▶ [Work item] Only the number is wanted: state how many lines of the data below contain the word "Лесопарковая".

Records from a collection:
########

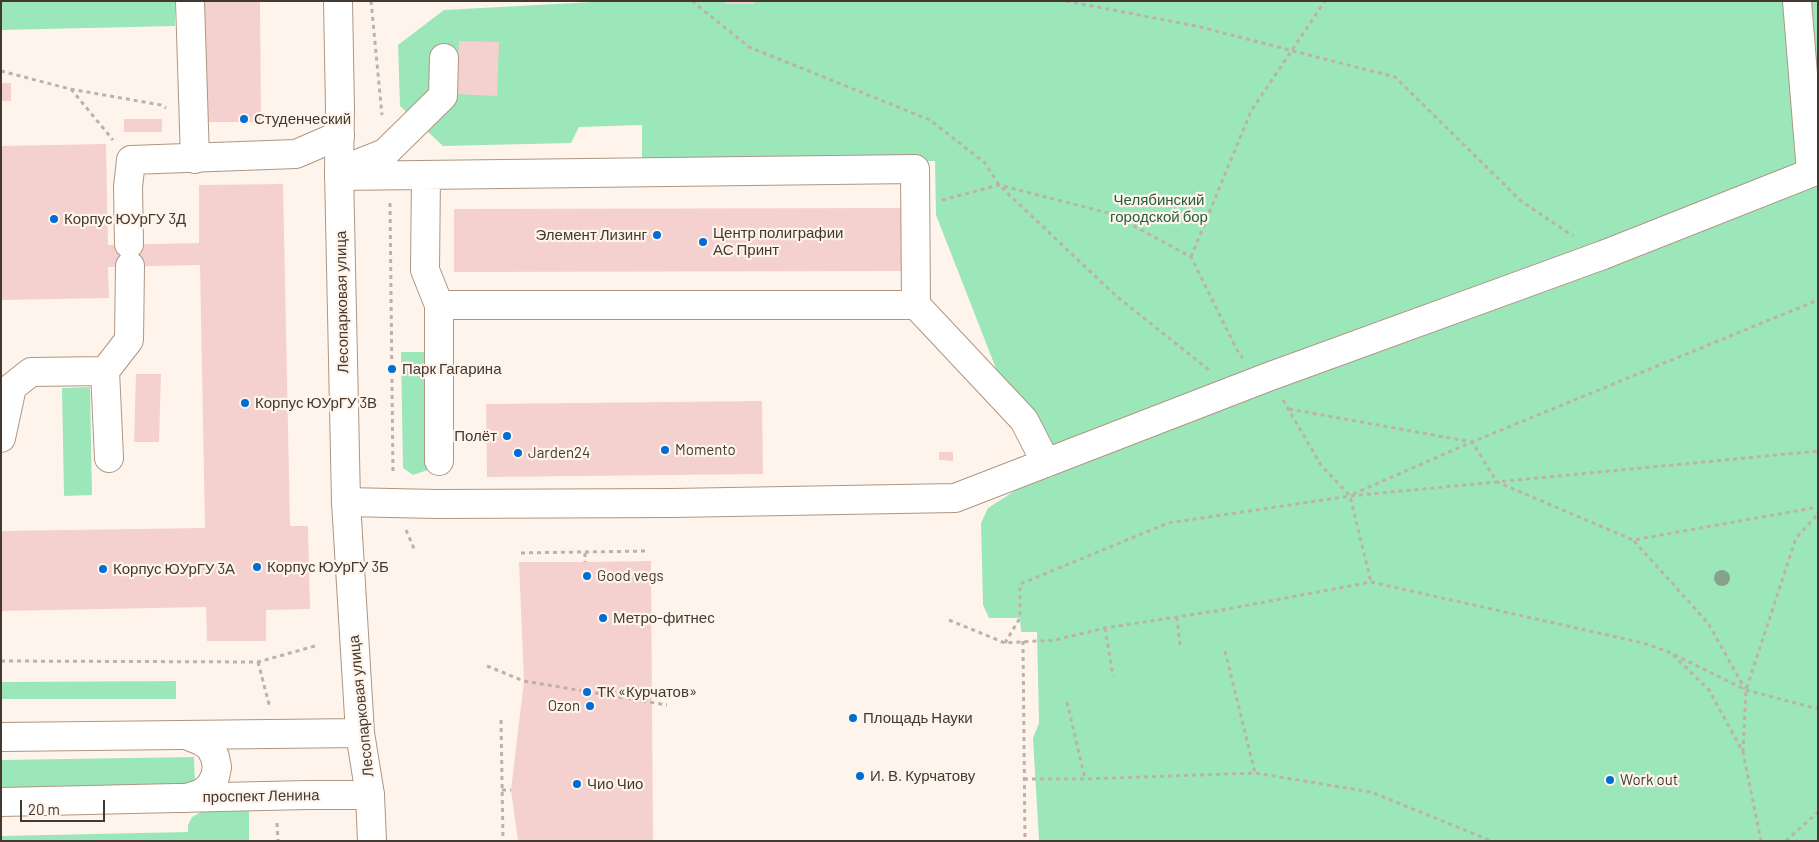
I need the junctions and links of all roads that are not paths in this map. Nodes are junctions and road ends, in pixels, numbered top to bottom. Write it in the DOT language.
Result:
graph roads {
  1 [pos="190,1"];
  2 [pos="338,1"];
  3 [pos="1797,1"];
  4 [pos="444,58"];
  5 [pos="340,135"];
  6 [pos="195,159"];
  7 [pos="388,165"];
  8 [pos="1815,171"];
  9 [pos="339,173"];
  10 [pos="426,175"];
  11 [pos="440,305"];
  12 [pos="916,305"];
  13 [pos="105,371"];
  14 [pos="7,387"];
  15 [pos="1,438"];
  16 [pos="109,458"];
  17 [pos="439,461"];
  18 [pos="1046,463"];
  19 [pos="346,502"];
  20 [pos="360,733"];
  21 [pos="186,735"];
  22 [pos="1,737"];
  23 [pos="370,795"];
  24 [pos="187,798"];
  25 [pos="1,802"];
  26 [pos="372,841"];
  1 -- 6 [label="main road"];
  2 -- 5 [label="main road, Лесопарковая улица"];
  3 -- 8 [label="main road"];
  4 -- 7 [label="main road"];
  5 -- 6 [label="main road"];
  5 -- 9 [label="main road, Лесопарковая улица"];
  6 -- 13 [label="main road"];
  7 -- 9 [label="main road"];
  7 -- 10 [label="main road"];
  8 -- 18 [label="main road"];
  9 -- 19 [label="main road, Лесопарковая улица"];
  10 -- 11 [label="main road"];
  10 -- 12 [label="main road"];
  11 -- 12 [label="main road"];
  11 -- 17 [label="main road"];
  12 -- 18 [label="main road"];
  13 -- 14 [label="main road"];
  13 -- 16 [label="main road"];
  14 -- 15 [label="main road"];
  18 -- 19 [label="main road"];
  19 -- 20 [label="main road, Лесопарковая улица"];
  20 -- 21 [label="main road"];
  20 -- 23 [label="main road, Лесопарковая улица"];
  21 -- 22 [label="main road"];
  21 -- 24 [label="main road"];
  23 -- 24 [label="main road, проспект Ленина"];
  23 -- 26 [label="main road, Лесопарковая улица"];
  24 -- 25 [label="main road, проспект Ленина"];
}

########

▶ [Output] 6